### What is being asked
Count the lines of the data that have the word "Florent", then report the number without anything else.

### Record extracts
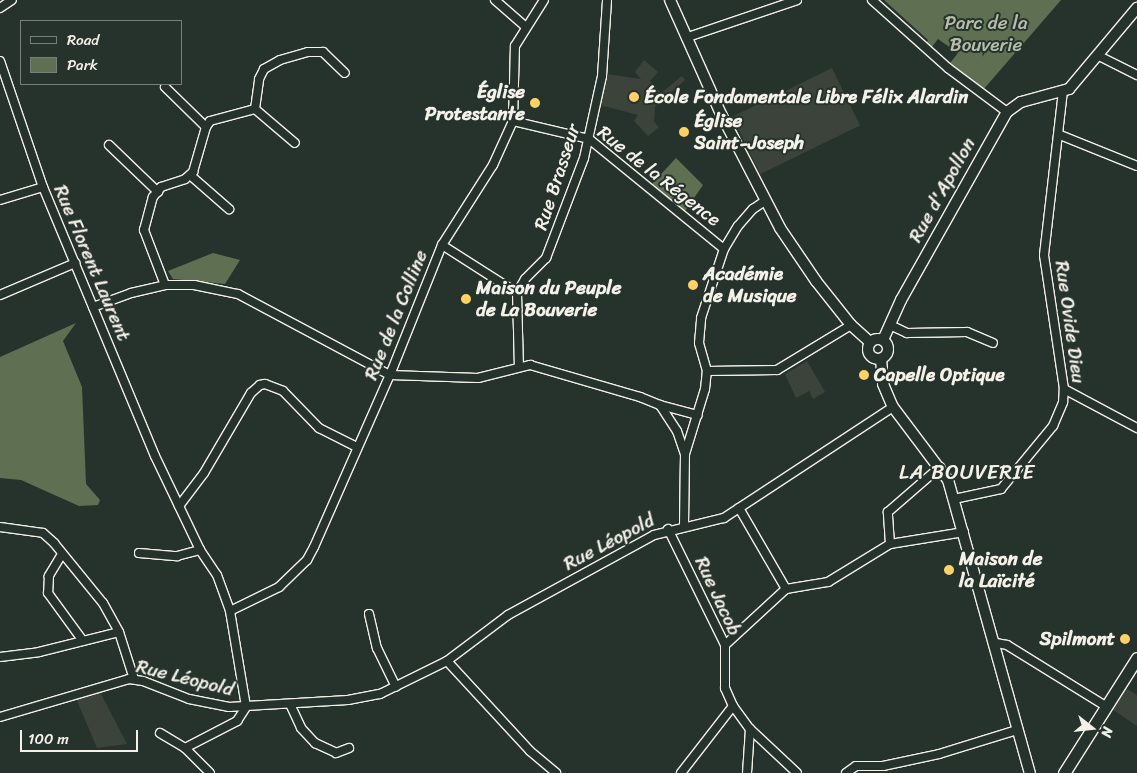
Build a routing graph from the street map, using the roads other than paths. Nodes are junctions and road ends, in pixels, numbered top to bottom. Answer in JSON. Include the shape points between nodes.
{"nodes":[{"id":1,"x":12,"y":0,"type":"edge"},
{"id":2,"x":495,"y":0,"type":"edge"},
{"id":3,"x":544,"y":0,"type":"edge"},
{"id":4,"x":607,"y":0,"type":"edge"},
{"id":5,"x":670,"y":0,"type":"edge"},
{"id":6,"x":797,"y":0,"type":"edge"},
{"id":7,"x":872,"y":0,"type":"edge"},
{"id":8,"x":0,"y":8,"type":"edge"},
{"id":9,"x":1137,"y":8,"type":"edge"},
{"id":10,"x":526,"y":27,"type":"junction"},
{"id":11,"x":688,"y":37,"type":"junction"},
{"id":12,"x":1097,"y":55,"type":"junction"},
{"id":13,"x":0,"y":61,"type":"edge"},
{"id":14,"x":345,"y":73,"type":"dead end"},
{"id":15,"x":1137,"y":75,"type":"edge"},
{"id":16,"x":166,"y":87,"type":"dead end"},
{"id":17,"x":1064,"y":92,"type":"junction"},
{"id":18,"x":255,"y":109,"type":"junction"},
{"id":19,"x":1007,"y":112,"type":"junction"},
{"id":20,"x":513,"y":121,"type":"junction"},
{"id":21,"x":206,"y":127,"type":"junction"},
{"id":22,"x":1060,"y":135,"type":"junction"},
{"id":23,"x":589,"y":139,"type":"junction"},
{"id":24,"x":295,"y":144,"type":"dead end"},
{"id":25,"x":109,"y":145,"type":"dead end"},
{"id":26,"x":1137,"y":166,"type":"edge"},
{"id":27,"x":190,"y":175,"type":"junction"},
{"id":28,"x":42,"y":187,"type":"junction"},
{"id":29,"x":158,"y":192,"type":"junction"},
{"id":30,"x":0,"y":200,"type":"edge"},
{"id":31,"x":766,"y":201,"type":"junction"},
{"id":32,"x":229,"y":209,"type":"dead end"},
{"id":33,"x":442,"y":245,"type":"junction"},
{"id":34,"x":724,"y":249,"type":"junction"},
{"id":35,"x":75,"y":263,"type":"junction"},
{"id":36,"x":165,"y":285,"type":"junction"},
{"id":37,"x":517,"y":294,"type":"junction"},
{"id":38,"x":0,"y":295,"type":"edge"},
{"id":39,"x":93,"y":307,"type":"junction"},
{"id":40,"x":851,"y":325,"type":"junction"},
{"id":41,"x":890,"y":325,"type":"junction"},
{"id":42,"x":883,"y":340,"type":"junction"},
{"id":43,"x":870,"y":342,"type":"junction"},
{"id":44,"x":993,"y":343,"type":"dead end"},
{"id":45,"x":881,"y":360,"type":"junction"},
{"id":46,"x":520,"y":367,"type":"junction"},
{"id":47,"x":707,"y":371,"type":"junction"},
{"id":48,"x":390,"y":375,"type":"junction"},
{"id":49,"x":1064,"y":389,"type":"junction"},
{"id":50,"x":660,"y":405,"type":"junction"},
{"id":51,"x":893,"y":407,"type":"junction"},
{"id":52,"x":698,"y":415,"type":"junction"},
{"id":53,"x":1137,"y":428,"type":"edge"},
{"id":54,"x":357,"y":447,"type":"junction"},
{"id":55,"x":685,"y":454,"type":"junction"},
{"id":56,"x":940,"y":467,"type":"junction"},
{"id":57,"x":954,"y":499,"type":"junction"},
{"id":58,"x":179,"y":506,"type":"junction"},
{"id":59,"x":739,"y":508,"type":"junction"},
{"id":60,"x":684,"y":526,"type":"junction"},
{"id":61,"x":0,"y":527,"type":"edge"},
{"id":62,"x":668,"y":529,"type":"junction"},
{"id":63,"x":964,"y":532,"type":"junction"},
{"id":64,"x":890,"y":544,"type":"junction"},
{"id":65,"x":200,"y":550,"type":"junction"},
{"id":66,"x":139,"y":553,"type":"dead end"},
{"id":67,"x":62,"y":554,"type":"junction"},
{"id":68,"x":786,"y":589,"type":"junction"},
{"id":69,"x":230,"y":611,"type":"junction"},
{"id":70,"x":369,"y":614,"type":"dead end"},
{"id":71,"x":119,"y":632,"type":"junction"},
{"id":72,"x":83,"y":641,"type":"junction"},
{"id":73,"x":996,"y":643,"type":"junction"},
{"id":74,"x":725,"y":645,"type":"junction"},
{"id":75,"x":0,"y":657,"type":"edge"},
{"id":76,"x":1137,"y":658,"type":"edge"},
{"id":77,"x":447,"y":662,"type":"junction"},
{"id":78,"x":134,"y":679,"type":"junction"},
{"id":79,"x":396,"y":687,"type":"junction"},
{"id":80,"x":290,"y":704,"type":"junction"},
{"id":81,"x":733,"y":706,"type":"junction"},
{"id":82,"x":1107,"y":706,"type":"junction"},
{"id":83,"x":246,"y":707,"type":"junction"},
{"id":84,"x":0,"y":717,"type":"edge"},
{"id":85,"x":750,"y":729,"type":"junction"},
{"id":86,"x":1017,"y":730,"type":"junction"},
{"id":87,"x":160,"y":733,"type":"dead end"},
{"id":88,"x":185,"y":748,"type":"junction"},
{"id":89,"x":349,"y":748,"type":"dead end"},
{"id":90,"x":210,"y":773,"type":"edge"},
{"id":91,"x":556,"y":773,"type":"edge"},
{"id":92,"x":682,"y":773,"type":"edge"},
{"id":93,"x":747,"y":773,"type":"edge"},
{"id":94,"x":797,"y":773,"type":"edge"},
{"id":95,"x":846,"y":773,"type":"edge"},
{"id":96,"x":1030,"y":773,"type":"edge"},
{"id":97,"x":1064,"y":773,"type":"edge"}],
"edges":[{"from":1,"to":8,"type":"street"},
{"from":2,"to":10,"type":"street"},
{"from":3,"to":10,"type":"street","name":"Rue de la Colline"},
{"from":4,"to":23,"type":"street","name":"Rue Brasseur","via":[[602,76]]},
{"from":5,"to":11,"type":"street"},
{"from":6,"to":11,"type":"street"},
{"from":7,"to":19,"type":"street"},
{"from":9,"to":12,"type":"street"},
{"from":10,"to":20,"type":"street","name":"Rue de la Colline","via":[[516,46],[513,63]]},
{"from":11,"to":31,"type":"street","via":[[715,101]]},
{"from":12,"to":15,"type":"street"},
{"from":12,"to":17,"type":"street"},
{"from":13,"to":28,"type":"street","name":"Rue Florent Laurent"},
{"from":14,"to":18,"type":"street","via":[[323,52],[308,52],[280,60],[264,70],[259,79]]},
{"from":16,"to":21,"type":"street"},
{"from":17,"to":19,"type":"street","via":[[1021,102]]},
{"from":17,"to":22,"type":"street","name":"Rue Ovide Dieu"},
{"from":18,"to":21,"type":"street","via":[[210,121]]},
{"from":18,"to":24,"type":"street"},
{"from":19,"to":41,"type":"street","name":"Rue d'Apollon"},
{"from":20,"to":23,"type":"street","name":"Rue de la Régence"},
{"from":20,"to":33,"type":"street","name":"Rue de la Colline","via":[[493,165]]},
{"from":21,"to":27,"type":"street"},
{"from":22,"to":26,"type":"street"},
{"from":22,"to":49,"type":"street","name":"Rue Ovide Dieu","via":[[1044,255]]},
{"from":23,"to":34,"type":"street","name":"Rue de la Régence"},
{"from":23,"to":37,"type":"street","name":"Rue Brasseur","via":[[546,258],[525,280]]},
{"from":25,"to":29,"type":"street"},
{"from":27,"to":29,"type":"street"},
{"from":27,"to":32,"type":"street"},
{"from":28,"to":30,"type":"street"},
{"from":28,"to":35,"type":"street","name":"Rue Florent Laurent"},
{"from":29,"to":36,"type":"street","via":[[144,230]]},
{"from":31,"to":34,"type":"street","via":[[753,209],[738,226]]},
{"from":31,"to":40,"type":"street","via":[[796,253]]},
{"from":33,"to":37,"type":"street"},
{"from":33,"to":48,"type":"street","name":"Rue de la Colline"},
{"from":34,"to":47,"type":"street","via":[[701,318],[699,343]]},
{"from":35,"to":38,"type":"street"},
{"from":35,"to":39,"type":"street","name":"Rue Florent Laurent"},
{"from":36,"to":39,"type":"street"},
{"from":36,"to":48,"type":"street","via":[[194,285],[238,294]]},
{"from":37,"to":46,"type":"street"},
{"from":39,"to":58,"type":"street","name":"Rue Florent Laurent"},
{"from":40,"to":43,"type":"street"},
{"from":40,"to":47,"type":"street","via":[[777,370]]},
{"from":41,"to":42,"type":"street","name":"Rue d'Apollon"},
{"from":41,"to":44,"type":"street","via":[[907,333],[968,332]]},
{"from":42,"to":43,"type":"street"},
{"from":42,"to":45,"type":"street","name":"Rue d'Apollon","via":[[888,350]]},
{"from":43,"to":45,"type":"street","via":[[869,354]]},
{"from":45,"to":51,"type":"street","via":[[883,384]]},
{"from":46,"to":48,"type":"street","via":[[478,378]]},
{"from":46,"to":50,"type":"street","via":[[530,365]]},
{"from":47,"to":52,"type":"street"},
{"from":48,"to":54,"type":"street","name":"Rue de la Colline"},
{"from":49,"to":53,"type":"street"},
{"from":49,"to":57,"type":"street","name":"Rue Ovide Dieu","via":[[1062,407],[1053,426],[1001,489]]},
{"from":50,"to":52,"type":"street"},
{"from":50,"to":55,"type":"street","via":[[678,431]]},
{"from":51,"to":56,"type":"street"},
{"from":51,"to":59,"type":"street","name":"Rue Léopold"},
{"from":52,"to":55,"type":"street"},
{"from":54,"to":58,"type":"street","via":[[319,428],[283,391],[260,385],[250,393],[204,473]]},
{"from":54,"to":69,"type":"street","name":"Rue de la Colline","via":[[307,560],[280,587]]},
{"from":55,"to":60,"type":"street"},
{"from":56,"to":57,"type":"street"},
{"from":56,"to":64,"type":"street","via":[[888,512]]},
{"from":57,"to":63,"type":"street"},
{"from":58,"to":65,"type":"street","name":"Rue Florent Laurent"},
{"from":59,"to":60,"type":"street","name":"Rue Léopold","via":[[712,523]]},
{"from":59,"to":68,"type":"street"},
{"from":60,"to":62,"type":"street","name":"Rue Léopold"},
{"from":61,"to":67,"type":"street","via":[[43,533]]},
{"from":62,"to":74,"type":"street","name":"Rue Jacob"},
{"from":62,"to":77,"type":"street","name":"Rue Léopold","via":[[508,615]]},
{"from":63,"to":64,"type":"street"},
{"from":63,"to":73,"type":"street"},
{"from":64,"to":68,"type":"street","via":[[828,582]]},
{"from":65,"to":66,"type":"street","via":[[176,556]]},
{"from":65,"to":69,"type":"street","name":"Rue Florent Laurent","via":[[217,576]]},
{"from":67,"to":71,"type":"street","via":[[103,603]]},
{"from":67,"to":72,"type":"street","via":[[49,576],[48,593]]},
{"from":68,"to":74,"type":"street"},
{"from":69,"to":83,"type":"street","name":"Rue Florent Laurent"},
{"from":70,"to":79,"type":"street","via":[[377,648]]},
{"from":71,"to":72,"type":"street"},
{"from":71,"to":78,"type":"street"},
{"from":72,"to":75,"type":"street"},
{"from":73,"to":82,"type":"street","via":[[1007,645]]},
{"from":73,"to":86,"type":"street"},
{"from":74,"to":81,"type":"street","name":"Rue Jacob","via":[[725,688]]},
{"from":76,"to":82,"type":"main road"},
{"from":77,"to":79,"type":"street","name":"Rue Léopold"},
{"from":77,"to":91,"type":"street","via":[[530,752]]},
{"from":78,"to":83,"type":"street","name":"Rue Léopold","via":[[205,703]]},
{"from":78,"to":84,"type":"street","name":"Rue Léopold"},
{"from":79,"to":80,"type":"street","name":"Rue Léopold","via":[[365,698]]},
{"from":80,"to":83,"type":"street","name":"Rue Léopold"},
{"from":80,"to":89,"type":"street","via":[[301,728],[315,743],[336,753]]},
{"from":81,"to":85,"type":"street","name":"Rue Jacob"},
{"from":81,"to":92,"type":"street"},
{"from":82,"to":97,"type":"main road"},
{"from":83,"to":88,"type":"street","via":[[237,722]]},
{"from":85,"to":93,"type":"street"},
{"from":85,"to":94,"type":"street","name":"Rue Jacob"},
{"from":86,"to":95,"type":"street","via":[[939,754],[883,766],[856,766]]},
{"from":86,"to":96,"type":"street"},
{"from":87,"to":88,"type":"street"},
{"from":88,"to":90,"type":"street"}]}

### Exercise result
7